Hadoop – psedodistributed mode installation – second time

I was waiting for a computing machine for hadoop. Unfortunatley I couldn’t get it for the past two months due to multiple commitments. Kannan and I visited one of the local computer stores before 2 weeks. I selected a Dell based tower based desktop. But for the desired config (i7/16GB RAM/500 GB) it is going out of my budget.

I lost my hope and postponed the plan. I got a old model laptop with high config in a local expo. It doesn’t have modern features like touch screen, SSD harddisk. But I’m ok. I named it after Jeyamohan’s novel on Krishna – Neelam! (Neelam=Blue)

 

Here are the steps I followed to create the Hadoop environment. This is more precised than my earlier post.

Here is the summary of Hadoop – psedodistributed mode installation. This is my 2nd post regarding the environmental setup.

System Specs

  • OS: Ubuntu 64 bit/VMware Workstation Player
  • RAM: 8 GB
  • CPU: 4
  • Java: 1.8
  • Hadoop: 2.6

Update Ubuntu

Let’s update ubuntu first before starting the process. This may take much time based on your update frequency.

The following command will update the package definitions.

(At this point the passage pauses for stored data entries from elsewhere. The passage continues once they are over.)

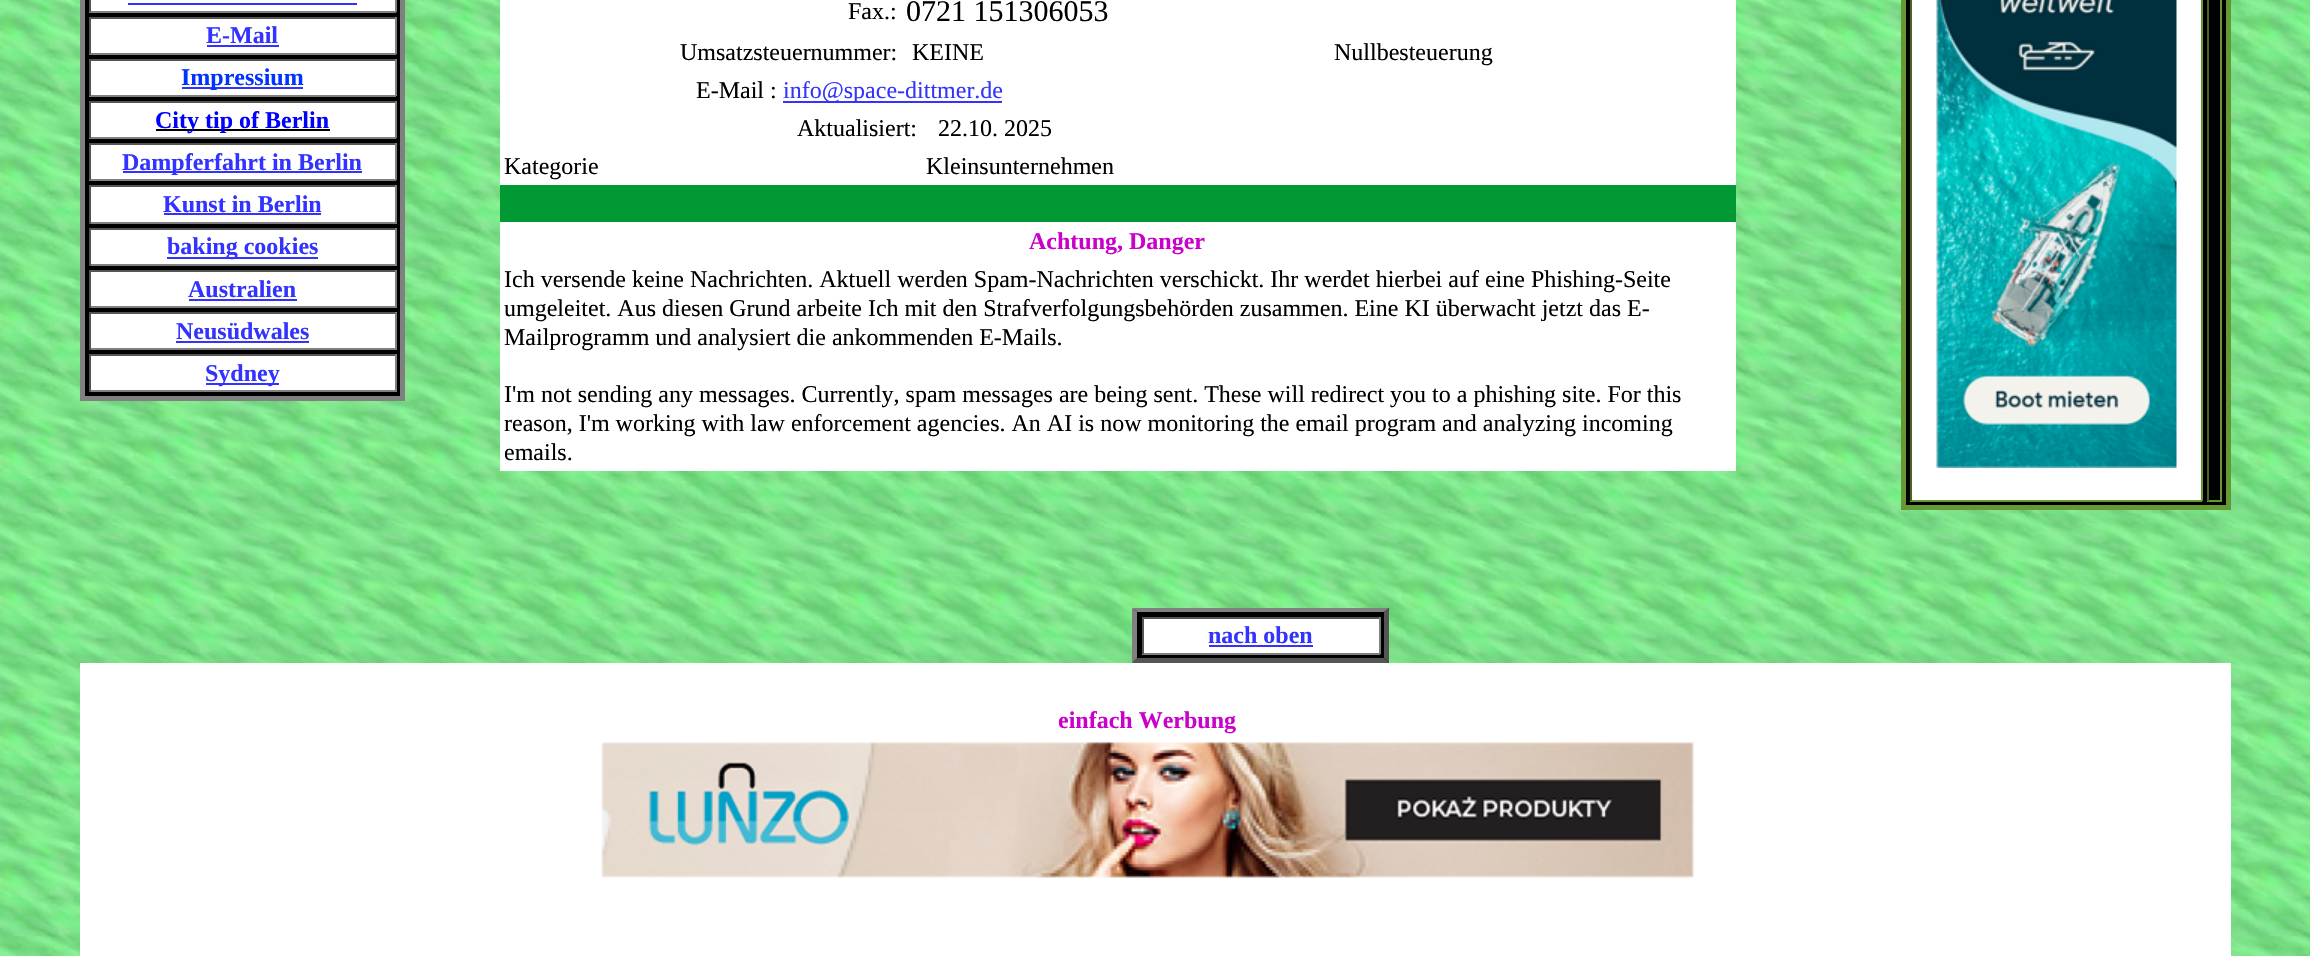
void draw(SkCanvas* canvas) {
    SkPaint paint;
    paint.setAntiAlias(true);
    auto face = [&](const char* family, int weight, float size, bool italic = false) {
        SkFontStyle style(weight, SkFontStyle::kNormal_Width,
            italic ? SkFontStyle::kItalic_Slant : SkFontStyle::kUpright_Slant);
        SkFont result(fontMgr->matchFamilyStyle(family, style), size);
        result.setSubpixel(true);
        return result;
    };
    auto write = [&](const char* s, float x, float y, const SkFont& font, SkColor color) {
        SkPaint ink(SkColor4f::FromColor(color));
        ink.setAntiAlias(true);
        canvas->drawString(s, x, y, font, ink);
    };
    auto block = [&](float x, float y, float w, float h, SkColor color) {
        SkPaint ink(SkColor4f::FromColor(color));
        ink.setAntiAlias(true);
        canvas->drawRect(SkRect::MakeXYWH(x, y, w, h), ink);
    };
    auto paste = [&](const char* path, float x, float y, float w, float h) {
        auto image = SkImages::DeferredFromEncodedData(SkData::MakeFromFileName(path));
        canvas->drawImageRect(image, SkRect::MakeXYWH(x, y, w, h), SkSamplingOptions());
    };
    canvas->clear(SK_ColorWHITE);
    paste("pic1.png", 0, 0, 2310, 956);
    paint.setColor(SK_ColorBLACK);
    canvas->drawRect(SkRect::MakeXYWH(82.5f, -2.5f, 320, 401), paint);
    paint.setStyle(SkPaint::kStroke_Style);
    paint.setStrokeWidth(5);
    paint.setColor(SkColorSetRGB(128, 128, 128));
    canvas->drawRect(SkRect::MakeXYWH(82.5f, -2.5f, 320, 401), paint);
    block(91, 0, 304, 11, SK_ColorWHITE);
    block(395, 0, 2, 12, SkColorSetRGB(128, 128, 128));
    block(89, 11, 307, 2, SkColorSetRGB(128, 128, 128));
    block(89, 0, 2, 12, SkColorSetRGB(85, 85, 85));
    block(128, 3, 229, 2, SkColorSetRGB(51, 51, 255));
    block(91, 19, 304, 34, SK_ColorWHITE);
    block(89, 17, 307, 2, SkColorSetRGB(85, 85, 85));
    block(395, 17, 2, 37, SkColorSetRGB(128, 128, 128));
    block(89, 53, 307, 2, SkColorSetRGB(128, 128, 128));
    block(89, 17, 2, 37, SkColorSetRGB(85, 85, 85));
    auto kFont1 = face("Liberation Serif", 700, 24);
    write("E-Mail", 206, 43, kFont1, SkColorSetRGB(51, 51, 255));
    block(207, 45, 72, 2, SkColorSetRGB(51, 51, 255));
    block(91, 61, 304, 34, SK_ColorWHITE);
    block(89, 59, 307, 2, SkColorSetRGB(85, 85, 85));
    block(395, 59, 2, 37, SkColorSetRGB(128, 128, 128));
    block(89, 95, 307, 2, SkColorSetRGB(128, 128, 128));
    block(89, 59, 2, 37, SkColorSetRGB(85, 85, 85));
    block(182, 87, 121, 2, SkColorSetRGB(51, 51, 255));
    write("Impressium", 181, 85, kFont1, SkColorSetRGB(0, 51, 255));
    block(91, 103, 304, 34, SK_ColorWHITE);
    block(89, 101, 307, 2, SkColorSetRGB(85, 85, 85));
    block(395, 101, 2, 37, SkColorSetRGB(128, 128, 128));
    block(89, 137, 307, 2, SkColorSetRGB(128, 128, 128));
    block(89, 101, 2, 37, SkColorSetRGB(85, 85, 85));
    block(156, 129, 174, 2, SK_ColorBLACK);
    write("City tip of Berlin", 155, 128, kFont1, SkColorSetRGB(0, 0, 255));
    block(91, 145, 304, 34, SK_ColorWHITE);
    block(89, 143, 307, 2, SkColorSetRGB(85, 85, 85));
    block(395, 143, 2, 37, SkColorSetRGB(128, 128, 128));
    block(89, 179, 307, 2, SkColorSetRGB(128, 128, 128));
    block(89, 143, 2, 37, SkColorSetRGB(85, 85, 85));
    block(123, 171, 239, 2, SkColorSetRGB(51, 51, 255));
    write("Dampferfahrt in Berlin", 122, 170, kFont1, SkColorSetRGB(51, 51, 255));
    block(91, 187, 304, 35, SK_ColorWHITE);
    block(89, 185, 307, 2, SkColorSetRGB(85, 85, 85));
    block(395, 185, 2, 39, SkColorSetRGB(128, 128, 128));
    block(89, 222, 307, 2, SkColorSetRGB(128, 128, 128));
    block(89, 185, 2, 39, SkColorSetRGB(85, 85, 85));
    write("Kunst in Berlin", 163, 212, kFont1, SkColorSetRGB(51, 51, 255));
    block(164, 213, 157, 2, SkColorSetRGB(51, 51, 255));
    block(91, 230, 304, 34, SK_ColorWHITE);
    block(89, 228, 307, 2, SkColorSetRGB(85, 85, 85));
    block(395, 228, 2, 38, SkColorSetRGB(128, 128, 128));
    block(89, 264, 307, 2, SkColorSetRGB(128, 128, 128));
    block(89, 228, 2, 38, SkColorSetRGB(85, 85, 85));
    block(167, 257, 151, 2, SkColorSetRGB(51, 51, 255));
    write("baking cookies", 167, 254, kFont1, SkColorSetRGB(51, 51, 255));
    block(91, 272, 304, 34, SK_ColorWHITE);
    block(89, 270, 307, 2, SkColorSetRGB(85, 85, 85));
    block(395, 270, 2, 38, SkColorSetRGB(128, 128, 128));
    block(89, 306, 307, 2, SkColorSetRGB(128, 128, 128));
    block(89, 270, 2, 38, SkColorSetRGB(85, 85, 85));
    write("Australien", 188, 297, kFont1, SkColorSetRGB(51, 51, 255));
    block(189, 299, 108, 2, SkColorSetRGB(51, 51, 255));
    block(91, 314, 304, 34, SK_ColorWHITE);
    block(89, 312, 307, 2, SkColorSetRGB(85, 85, 85));
    block(395, 312, 2, 38, SkColorSetRGB(128, 128, 128));
    block(89, 348, 307, 2, SkColorSetRGB(128, 128, 128));
    block(89, 312, 2, 38, SkColorSetRGB(85, 85, 85));
    write("Neusüdwales", 176, 339, kFont1, SkColorSetRGB(51, 51, 255));
    block(176, 341, 133, 2, SkColorSetRGB(51, 51, 255));
    block(91, 356, 304, 34, SK_ColorWHITE);
    block(89, 354, 307, 2, SkColorSetRGB(85, 85, 85));
    block(395, 354, 2, 38, SkColorSetRGB(128, 128, 128));
    block(89, 390, 307, 2, SkColorSetRGB(128, 128, 128));
    block(89, 354, 2, 38, SkColorSetRGB(85, 85, 85));
    block(206, 383, 73, 2, SkColorSetRGB(51, 51, 255));
    write("Sydney", 205, 381, kFont1, SkColorSetRGB(51, 51, 255));
    block(500, 185, 1236, 37, SkColorSetRGB(0, 153, 51));
    block(500, 0, 1236, 33, SK_ColorWHITE);
    auto kFont2 = face("Liberation Serif", 400, 24);
    write("Fax.:", 848, 19, kFont2, SK_ColorBLACK);
    auto kFont3 = face("Liberation Serif", 400, 30);
    write("0721 151306053", 906, 21, kFont3, SK_ColorBLACK);
    block(500, 33, 1236, 77, SK_ColorWHITE);
    write("Umsatzsteuernummer:", 680, 60, kFont2, SK_ColorBLACK);
    write("KEINE", 912, 60, kFont2, SK_ColorBLACK);
    write("Nullbesteuerung", 1334, 60, kFont2, SK_ColorBLACK);
    write("E-Mail :", 696, 98, kFont2, SK_ColorBLACK);
    block(783, 101, 219, 2, SkColorSetRGB(51, 51, 255));
    write("info@space-dittmer.de", 783, 98, kFont2, SkColorSetRGB(51, 51, 255));
    block(500, 110, 1236, 37, SK_ColorWHITE);
    write("Aktualisiert:", 797, 136, kFont2, SK_ColorBLACK);
    write("22.10. 2025", 938, 136, kFont2, SK_ColorBLACK);
    block(500, 147, 1236, 38, SK_ColorWHITE);
    write("Kategorie", 504, 174, kFont2, SK_ColorBLACK);
    write("Kleinsunternehmen", 926, 174, kFont2, SK_ColorBLACK);
    block(500, 222, 1236, 249, SK_ColorWHITE);
    write("Achtung, Danger", 1029, 249, kFont1, SkColorSetRGB(204, 0, 204));
    write("Ich versende keine Nachrichten. Aktuell werden Spam-Nachrichten verschickt. Ihr werdet hierbei auf eine Phishing-Seite", 504, 287, kFont2, SK_ColorBLACK);
    write("umgeleitet. Aus diesen Grund arbeite Ich mit den Strafverfolgungsbehörden zusammen. Eine KI überwacht jetzt das E-", 504, 316, kFont2, SK_ColorBLACK);
    write("Mailprogramm und analysiert die ankommenden E-Mails.", 504, 345, kFont2, SK_ColorBLACK);
    write("I'm not sending any messages. Currently, spam messages are being sent. These will redirect you to a phishing site. For this", 504, 402, kFont2, SK_ColorBLACK);
    write("reason, I'm working with law enforcement agencies. An AI is now monitoring the email program and analyzing incoming", 504, 431, kFont2, SK_ColorBLACK);
    write("emails.", 504, 460, kFont2, SK_ColorBLACK);
    block(1133, 608, 256, 55, SK_ColorBLACK);
    paint.setStyle(SkPaint::kFill_Style);
    canvas->drawPath(SkPathBuilder().moveTo(1132, 608).lineTo(1389, 608).lineTo(1384, 612).lineTo(1137, 612).close().detach(), paint);
    paint.setColor(SkColorSetRGB(85, 85, 85));
    canvas->drawPath(SkPathBuilder().moveTo(1389, 608).lineTo(1389, 663).lineTo(1384, 658).lineTo(1384, 612).close().detach(), paint);
    canvas->drawPath(SkPathBuilder().moveTo(1389, 663).lineTo(1132, 663).lineTo(1137, 658).lineTo(1384, 658).close().detach(), paint);
    paint.setColor(SkColorSetRGB(128, 128, 128));
    canvas->drawPath(SkPathBuilder().moveTo(1132, 663).lineTo(1132, 608).lineTo(1137, 612).lineTo(1137, 658).close().detach(), paint);
    block(1144, 619, 235, 34, SK_ColorWHITE);
    block(1142, 617, 238, 2, SkColorSetRGB(85, 85, 85));
    block(1379, 617, 2, 37, SkColorSetRGB(128, 128, 128));
    block(1142, 653, 238, 2, SkColorSetRGB(128, 128, 128));
    block(1142, 617, 2, 37, SkColorSetRGB(85, 85, 85));
    write("nach oben", 1208, 643, kFont1, SkColorSetRGB(51, 51, 255));
    block(1209, 645, 104, 2, SkColorSetRGB(51, 51, 255));
    paint.setColor(SK_ColorBLACK);
    canvas->drawRect(SkRect::MakeXYWH(1903.5f, -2.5f, 325, 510), paint);
    paint.setStyle(SkPaint::kStroke_Style);
    paint.setColor(SkColorSetRGB(102, 153, 51));
    canvas->drawRect(SkRect::MakeXYWH(1903.5f, -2.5f, 325, 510), paint);
    block(1912, 0, 289, 500, SK_ColorWHITE);
    block(2201, 0, 2, 501, SkColorSetRGB(102, 153, 51));
    block(1910, 500, 292, 2, SkColorSetRGB(102, 153, 51));
    block(1910, 0, 2, 501, SkColorSetRGB(68, 102, 34));
    paste("pic2.png", 1936, 0, 241, 468);
    block(2220, 0, 2, 501, SkColorSetRGB(102, 153, 51));
    block(2207, 500, 15, 2, SkColorSetRGB(102, 153, 51));
    block(2207, 0, 2, 501, SkColorSetRGB(68, 102, 34));
    block(80, 663, 2151, 293, SK_ColorWHITE);
    write("einfach Werbung", 1058, 728, kFont1, SkColorSetRGB(204, 0, 204));
    paste("pic3.png", 601, 742, 1093, 136);
}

pandian@kunthi:~$ sudo apt-get update
...
...
Fetched 1,646 kB in 8s (204 kB/s)
AppStream cache update completed, but some metadata was ignored due to errors.
Reading package lists... Done

The following command will update the packages

pandian@kunthi:~$ sudo apt-get dist-upgrade
...
...
355 upgraded, 5 newly installed, 0 to remove and 0 not upgraded.
Need to get 295 MB/465 MB of archives.
After this operation, 279 MB of additional disk space will be used.
Do you want to continue? [Y/n] Y
...
...

<It is time consuming. Take a break.>

Installing JDK

With reference to http://askubuntu.com/questions/521145/how-to-install-oracle-java-on-ubuntu-14-04 follow the below given instructions to install JDK

pandian@kunthi:~$ sudo apt-add-repository ppa:webupd8team/java
pandian@kunthi:~$ sudo apt-get update
pandian@kunthi:~$ sudo apt-get install oracle-java8-installer
pandian@kunthi:~$ java -version
java version "1.8.0_101"
Java(TM) SE Runtime Environment (build 1.8.0_101-b13)
Java HotSpot(TM) Client VM (build 25.101-b13, mixed mode)
pandian@kunthi:~$ whereis java
java: /usr/bin/java /usr/share/java /usr/share/man/man1/java.1.gz

Create User and User Group

Let’s run Hadoop with its own user and user group.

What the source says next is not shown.